* _WHAT YOU WILL DO_:
Please show all lines of the records that include "pixels".

··· INFORMATION PROVIDED ···

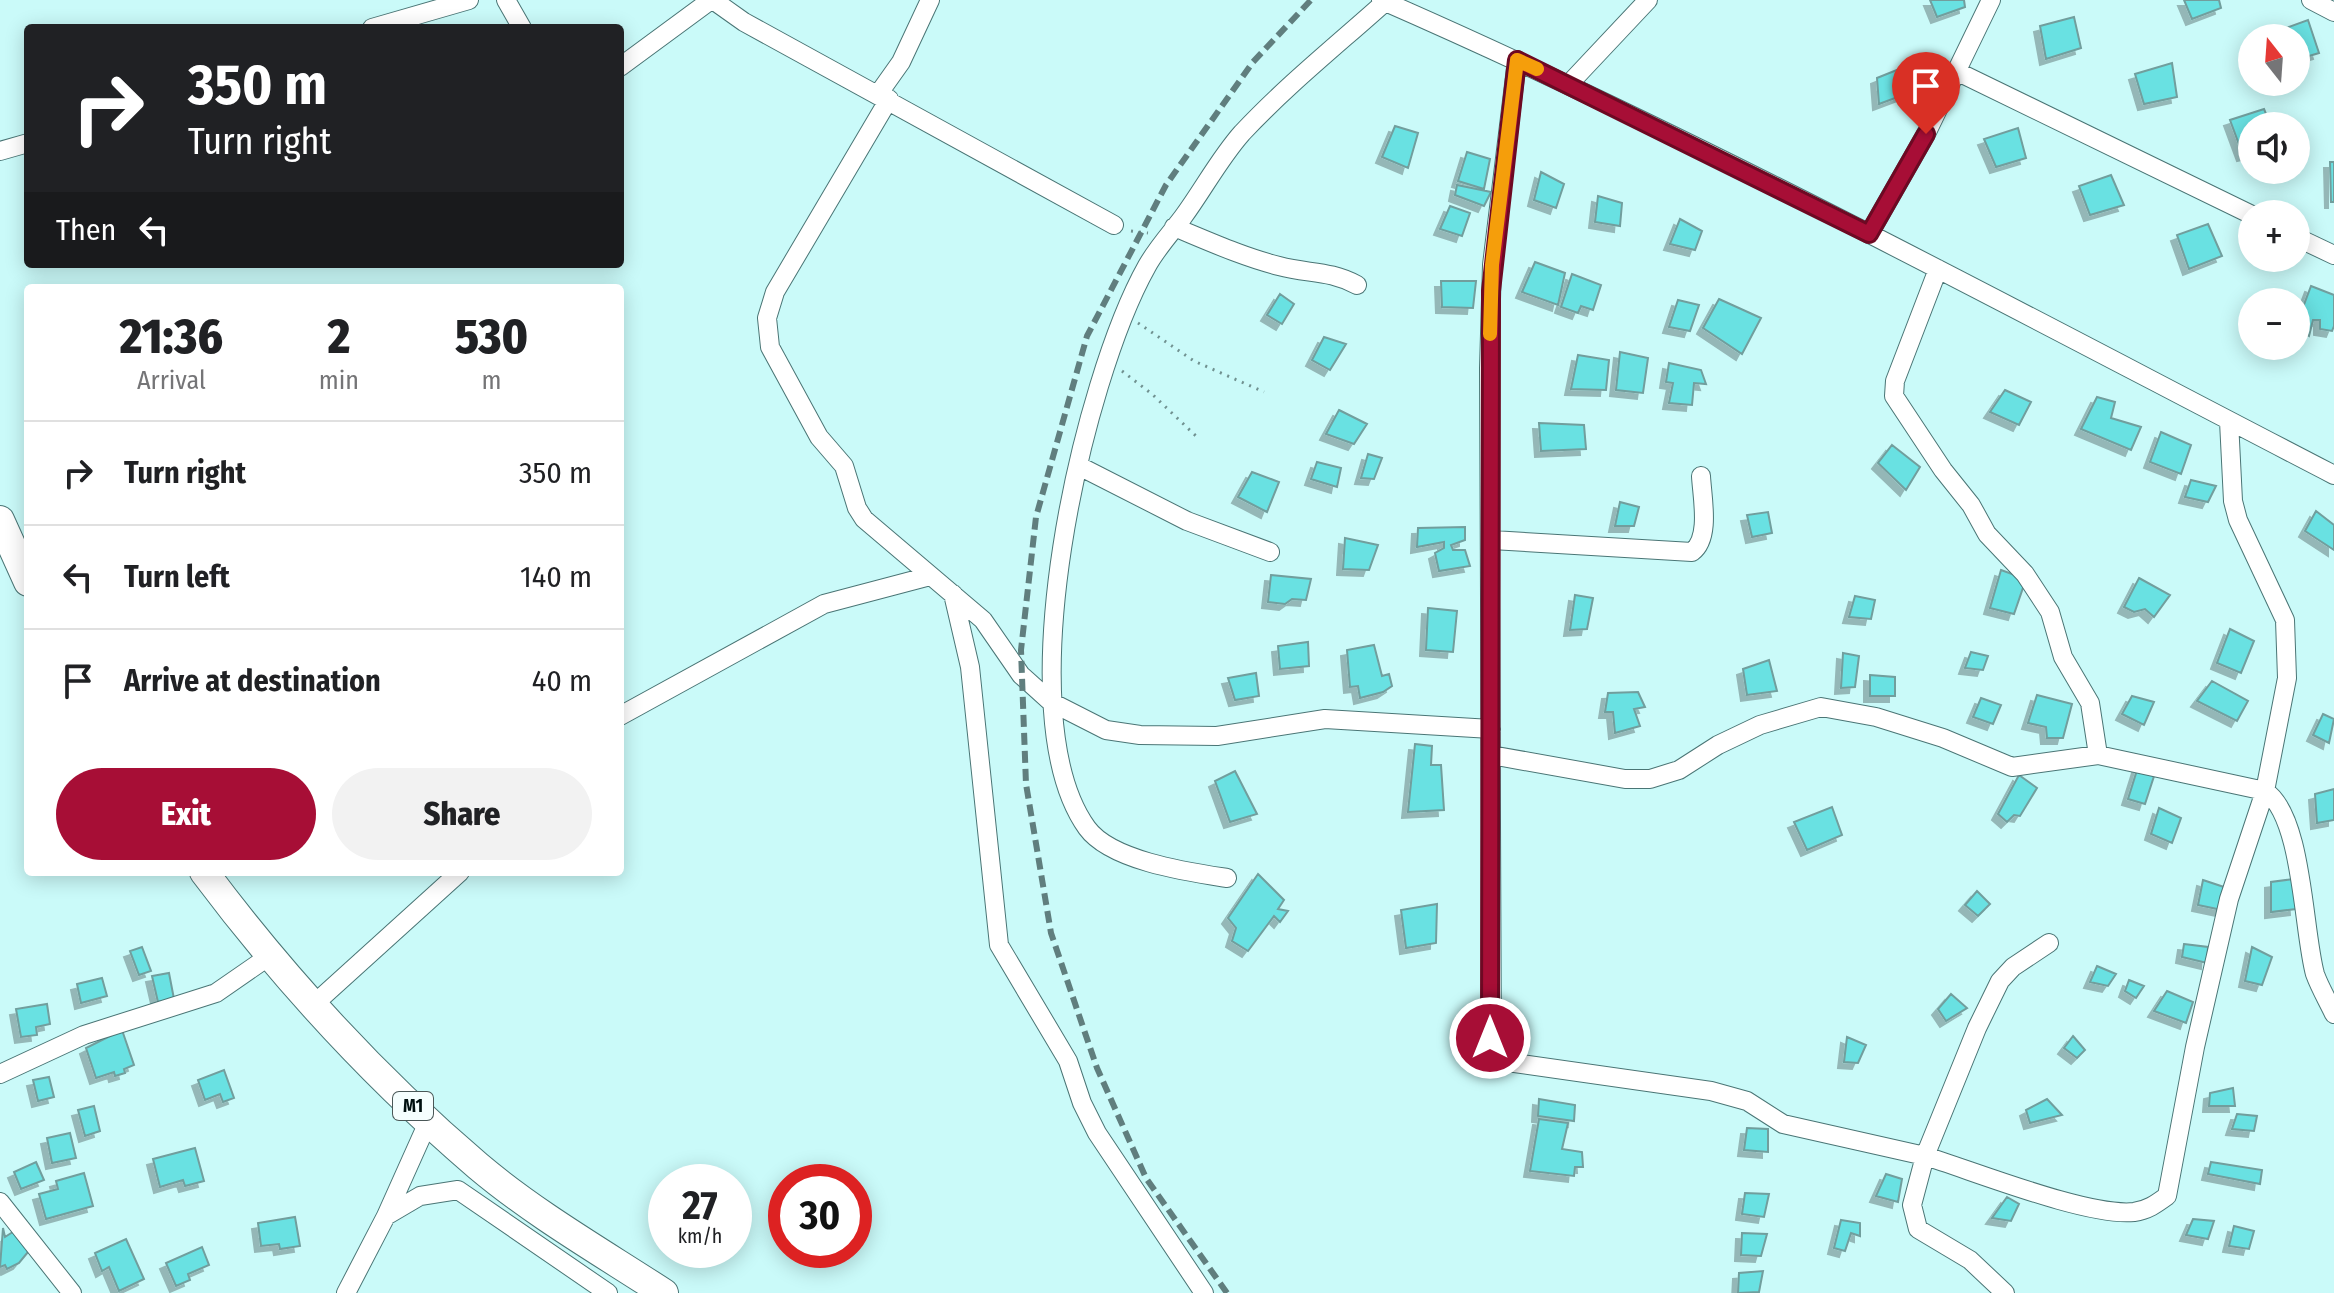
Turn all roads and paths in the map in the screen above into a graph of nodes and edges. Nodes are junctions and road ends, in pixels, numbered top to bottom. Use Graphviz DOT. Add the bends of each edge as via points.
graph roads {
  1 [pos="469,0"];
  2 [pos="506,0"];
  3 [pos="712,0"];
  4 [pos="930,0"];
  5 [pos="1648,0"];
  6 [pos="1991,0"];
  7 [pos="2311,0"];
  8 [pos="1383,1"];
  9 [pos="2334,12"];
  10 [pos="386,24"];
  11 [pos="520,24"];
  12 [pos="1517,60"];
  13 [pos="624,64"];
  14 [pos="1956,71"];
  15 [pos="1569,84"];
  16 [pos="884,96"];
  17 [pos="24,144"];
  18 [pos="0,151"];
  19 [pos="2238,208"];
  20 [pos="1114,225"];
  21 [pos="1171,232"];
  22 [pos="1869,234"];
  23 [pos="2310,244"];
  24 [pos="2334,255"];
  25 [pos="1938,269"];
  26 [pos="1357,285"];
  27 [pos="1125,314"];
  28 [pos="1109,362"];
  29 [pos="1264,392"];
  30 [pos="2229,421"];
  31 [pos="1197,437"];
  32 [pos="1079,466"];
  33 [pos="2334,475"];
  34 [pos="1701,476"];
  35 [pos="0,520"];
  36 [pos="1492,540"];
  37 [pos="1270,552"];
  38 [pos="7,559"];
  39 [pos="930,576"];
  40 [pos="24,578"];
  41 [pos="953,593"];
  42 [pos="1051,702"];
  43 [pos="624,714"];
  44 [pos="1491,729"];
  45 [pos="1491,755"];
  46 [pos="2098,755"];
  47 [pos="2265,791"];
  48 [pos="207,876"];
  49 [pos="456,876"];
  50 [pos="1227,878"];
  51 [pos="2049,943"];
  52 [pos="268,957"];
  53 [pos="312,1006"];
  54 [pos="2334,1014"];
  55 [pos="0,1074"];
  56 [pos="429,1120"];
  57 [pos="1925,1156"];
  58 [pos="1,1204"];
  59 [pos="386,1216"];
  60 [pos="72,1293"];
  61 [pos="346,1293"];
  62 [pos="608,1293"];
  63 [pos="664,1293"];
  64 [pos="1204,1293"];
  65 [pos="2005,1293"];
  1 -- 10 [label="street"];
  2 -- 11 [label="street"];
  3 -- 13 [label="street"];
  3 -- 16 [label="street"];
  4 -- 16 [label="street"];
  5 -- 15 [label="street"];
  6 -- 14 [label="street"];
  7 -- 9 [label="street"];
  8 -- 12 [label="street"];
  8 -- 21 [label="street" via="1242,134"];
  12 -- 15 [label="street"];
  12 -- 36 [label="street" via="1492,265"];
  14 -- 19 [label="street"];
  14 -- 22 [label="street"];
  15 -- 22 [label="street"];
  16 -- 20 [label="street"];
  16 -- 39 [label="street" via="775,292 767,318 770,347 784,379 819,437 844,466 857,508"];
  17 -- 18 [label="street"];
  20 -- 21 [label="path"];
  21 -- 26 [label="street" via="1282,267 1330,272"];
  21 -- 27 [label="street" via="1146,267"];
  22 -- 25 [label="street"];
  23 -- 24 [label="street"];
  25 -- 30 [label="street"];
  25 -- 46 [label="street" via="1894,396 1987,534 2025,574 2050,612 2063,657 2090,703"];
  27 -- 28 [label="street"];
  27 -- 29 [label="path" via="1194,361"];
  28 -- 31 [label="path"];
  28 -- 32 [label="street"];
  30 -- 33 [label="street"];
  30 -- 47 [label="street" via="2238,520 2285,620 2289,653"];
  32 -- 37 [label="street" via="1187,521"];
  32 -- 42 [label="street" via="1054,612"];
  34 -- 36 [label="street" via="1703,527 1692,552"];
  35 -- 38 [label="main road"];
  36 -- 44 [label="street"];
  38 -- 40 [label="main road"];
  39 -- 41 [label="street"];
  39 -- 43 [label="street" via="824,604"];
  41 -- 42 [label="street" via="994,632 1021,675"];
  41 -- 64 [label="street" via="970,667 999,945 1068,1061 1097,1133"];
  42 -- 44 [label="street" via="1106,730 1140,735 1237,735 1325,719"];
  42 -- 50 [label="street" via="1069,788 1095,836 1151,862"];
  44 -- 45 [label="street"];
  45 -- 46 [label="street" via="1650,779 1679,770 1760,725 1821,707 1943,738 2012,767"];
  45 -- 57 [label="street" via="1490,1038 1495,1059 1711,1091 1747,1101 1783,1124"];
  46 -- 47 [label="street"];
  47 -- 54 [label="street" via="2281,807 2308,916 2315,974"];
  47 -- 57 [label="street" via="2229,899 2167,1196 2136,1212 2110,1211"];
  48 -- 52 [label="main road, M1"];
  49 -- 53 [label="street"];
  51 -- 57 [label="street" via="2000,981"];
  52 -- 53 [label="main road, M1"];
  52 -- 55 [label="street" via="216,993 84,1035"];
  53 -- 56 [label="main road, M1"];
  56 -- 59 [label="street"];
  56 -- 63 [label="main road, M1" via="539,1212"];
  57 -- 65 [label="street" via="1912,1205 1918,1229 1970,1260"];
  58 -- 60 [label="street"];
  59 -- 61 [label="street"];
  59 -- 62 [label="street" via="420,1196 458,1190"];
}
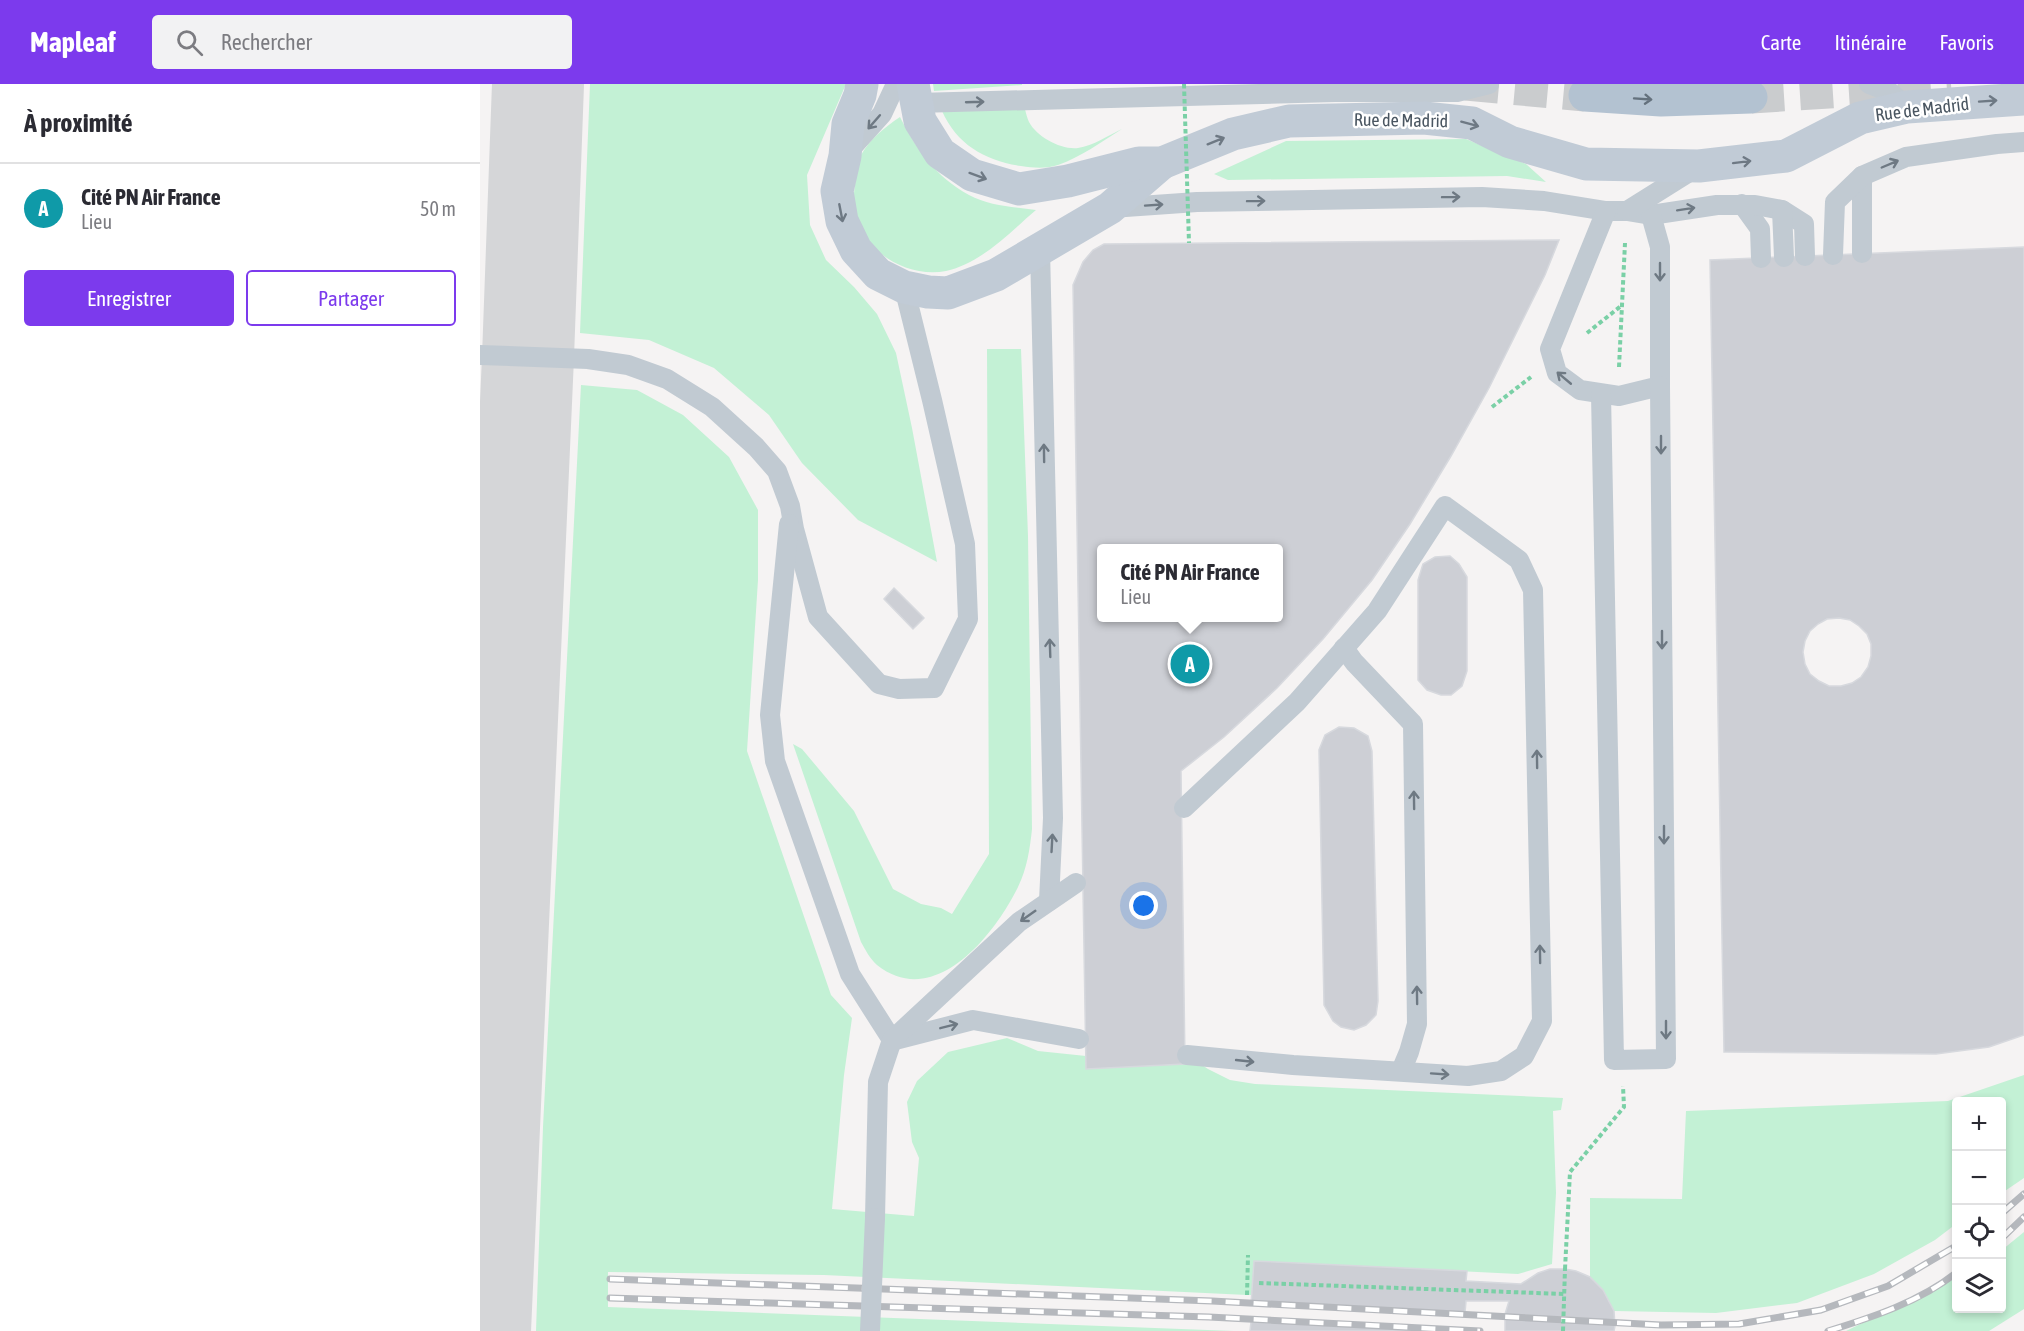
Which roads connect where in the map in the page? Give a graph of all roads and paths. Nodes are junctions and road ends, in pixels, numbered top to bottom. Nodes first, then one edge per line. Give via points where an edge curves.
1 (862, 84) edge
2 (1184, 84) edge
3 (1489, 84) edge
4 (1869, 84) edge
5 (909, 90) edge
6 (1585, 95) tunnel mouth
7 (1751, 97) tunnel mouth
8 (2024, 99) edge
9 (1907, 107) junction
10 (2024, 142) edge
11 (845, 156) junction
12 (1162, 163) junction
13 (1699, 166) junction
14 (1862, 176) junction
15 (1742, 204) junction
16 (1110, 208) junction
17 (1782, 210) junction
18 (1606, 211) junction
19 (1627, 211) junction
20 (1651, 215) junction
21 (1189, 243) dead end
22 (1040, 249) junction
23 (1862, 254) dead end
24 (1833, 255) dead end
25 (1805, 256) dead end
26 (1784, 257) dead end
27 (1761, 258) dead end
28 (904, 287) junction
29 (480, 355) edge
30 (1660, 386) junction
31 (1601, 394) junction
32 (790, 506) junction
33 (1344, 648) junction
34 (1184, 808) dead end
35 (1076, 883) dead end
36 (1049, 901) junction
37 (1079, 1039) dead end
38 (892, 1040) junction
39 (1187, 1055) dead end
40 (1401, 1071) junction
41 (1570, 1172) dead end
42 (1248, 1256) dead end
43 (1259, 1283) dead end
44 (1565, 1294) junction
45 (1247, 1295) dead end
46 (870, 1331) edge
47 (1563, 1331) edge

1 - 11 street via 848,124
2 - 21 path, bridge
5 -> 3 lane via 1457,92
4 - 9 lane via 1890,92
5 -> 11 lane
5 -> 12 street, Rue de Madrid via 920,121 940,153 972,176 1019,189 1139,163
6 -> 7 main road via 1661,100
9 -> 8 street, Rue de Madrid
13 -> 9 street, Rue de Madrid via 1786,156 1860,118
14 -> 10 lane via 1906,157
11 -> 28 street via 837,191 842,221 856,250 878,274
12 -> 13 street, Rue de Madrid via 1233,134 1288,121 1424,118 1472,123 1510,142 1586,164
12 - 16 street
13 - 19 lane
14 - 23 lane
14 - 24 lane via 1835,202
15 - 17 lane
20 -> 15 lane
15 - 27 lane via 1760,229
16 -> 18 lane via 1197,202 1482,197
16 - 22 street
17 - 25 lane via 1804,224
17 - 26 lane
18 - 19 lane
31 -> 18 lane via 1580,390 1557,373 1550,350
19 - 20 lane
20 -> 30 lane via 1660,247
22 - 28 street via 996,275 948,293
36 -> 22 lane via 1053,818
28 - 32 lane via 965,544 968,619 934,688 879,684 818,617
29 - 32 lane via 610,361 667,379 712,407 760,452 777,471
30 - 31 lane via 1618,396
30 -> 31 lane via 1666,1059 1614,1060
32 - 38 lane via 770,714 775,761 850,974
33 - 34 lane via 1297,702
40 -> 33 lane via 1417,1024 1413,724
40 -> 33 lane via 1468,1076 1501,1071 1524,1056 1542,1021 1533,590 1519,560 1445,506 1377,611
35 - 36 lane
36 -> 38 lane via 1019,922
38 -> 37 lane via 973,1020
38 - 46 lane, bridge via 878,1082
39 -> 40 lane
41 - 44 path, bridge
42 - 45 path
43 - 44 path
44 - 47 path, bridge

···

* _WRITTEN ANSWER_:
Turn all roads and paths in the map in the screen above into a graph of nodes and edges. Nodes are junctions and road ends, in pixels, numbered top to bottom. Use Graphviz DOT. Add the bends of each edge as via points.
Which roads connect where in the map in the page? Give a graph of all roads and paths. Nodes are junctions and road ends, in pixels, numbered top to bottom. Nodes first, then one edge per line. Give via points where an edge curves.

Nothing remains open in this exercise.